--- Task requirements ---
For the word "hand", count the lines of the data that include it and give only the total.

= Beginning of Section =

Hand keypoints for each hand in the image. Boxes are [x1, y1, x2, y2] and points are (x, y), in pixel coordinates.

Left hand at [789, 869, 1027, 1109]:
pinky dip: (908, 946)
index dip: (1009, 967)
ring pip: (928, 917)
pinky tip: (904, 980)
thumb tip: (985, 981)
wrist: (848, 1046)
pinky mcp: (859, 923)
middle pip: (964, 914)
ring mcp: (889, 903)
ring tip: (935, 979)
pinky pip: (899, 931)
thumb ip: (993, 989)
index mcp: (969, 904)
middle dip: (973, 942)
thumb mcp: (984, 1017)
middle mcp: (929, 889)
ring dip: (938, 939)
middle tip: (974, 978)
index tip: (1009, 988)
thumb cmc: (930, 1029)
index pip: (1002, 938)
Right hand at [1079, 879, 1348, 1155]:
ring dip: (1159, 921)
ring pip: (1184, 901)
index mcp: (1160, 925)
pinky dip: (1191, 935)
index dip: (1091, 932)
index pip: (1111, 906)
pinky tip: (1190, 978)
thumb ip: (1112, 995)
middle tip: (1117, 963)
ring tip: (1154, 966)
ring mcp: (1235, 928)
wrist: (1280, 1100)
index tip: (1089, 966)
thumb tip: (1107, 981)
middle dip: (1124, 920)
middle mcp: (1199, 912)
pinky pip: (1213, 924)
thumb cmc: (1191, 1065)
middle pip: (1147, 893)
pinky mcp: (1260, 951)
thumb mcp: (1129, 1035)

= End of Section =

--- Result of this exercise ---
3